Elke Tatjana Aristizabal Prada, Vera Heinzle, Thomas Knösel, Svenja Nölting, Gerald Spöttl, Julian Maurer, Christine Spitzweg, Martin Angele, Nina Schmidt, Felix Beuschlein, Günter K Stalla, Rainer Blaser, Klaus A Kuhn and Christoph J Auernhammer
Tropomyosin receptor kinase (Trk) inhibitors are investigated as a novel targeted therapy in various cancers. We investigated the in vitro effects of the pan-Trk inhibitor GNF-5837 in human neuroendocrine tumor (NET) cells. The human neuroendocrine pancreatic BON1, bronchopulmonary NCI-H727 and ileal GOT1 cell lines were treated with GNF-5837 alone and in combination with everolimus. Cell viability decreased in a time- and dose-dependent manner in GOT1 cells in response to GNF-5837 treatment, while treatment in BON1 and NCI-H727 cells showed no effect on cellular viability. Trk receptor expression determined GNF-5837 sensitivity. GNF-5837 caused downregulation of PI3K-Akt-mTOR signaling, Ras-Raf-MEK-ERK signaling, the cell cycle and increased apoptotic cell death. The combinational treatment of GNF-5837 with everolimus showed a significant enhancement in inhibition of cell viability vs single substance treatments, due to a cooperative PI3K-Akt-mTOR and Ras-Raf-MEK-ERK pathway downregulation, as well as an enhanced cell cycle component downregulation. Immunohistochemical staining for Trk receptors were performed using a tissue microarray containing 107 tumor samples of gastroenteropancreatic NETs.
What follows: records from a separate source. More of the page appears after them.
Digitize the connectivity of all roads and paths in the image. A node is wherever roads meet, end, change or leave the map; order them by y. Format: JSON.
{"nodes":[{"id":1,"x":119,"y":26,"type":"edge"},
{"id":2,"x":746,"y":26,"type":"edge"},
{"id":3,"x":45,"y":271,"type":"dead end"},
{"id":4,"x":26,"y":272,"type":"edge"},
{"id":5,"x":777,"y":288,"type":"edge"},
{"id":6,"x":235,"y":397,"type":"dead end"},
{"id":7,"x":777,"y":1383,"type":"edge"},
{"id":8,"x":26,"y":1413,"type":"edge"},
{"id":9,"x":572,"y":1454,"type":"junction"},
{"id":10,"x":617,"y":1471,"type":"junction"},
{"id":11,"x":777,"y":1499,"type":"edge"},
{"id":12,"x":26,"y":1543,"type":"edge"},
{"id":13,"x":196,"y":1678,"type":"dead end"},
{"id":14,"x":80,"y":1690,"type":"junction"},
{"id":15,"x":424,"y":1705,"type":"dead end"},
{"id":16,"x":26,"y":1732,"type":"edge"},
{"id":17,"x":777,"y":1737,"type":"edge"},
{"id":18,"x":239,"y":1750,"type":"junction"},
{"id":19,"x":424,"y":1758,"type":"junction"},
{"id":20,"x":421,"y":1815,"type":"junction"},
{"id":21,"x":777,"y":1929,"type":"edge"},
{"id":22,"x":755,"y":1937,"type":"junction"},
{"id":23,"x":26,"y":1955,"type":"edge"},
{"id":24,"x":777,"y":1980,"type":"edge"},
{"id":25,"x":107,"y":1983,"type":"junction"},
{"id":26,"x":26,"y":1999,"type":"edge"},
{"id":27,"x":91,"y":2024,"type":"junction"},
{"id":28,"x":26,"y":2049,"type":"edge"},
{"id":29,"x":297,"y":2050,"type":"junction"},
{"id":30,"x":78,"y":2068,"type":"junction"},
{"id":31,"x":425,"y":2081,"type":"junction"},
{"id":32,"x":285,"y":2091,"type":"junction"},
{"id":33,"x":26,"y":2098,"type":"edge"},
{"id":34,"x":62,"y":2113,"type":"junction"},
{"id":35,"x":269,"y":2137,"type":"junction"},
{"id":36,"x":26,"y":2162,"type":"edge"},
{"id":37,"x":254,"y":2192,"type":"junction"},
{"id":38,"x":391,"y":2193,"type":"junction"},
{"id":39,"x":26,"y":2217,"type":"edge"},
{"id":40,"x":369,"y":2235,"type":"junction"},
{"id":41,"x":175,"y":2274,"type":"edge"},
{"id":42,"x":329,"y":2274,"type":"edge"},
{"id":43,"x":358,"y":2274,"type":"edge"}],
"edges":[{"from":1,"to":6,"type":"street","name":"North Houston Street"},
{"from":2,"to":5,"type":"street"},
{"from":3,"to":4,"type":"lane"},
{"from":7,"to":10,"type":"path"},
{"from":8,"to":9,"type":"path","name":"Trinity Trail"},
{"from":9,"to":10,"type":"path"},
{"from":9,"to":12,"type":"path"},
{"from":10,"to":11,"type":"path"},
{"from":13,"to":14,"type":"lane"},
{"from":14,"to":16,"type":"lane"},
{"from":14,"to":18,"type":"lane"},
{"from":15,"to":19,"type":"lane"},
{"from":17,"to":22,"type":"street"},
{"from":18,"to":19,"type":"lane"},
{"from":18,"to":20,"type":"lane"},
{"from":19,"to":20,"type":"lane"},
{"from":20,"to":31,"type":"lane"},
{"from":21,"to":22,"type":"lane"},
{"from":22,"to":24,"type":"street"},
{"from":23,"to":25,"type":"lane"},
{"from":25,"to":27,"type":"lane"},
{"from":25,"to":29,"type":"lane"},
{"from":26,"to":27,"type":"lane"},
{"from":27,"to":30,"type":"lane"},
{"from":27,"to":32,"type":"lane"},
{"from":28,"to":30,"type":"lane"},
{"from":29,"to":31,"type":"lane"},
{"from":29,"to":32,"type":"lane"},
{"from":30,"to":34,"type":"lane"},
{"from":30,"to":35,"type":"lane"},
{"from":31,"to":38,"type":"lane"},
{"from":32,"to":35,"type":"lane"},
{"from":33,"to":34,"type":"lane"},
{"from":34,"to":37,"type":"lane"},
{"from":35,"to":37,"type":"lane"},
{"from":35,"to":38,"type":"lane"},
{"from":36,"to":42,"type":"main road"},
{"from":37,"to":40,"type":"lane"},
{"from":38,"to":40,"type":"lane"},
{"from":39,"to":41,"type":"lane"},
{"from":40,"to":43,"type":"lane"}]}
Immunohistochemical staining with TrkA receptor and pan-Trk receptor antibodies revealed a positive staining in pancreatic NETs in 24.2% (8/33) and 33.3% (11/33), respectively. We demonstrated that the pan-Trk inhibitor GNF-5837 has promising anti-tumoral properties in human NET cell lines expressing the TrkA receptor. Immunohistochemical or molecular screening for Trk expression particularly in pancreatic NETs might serve as predictive marker for molecular targeted therapy with Trk inhibitors.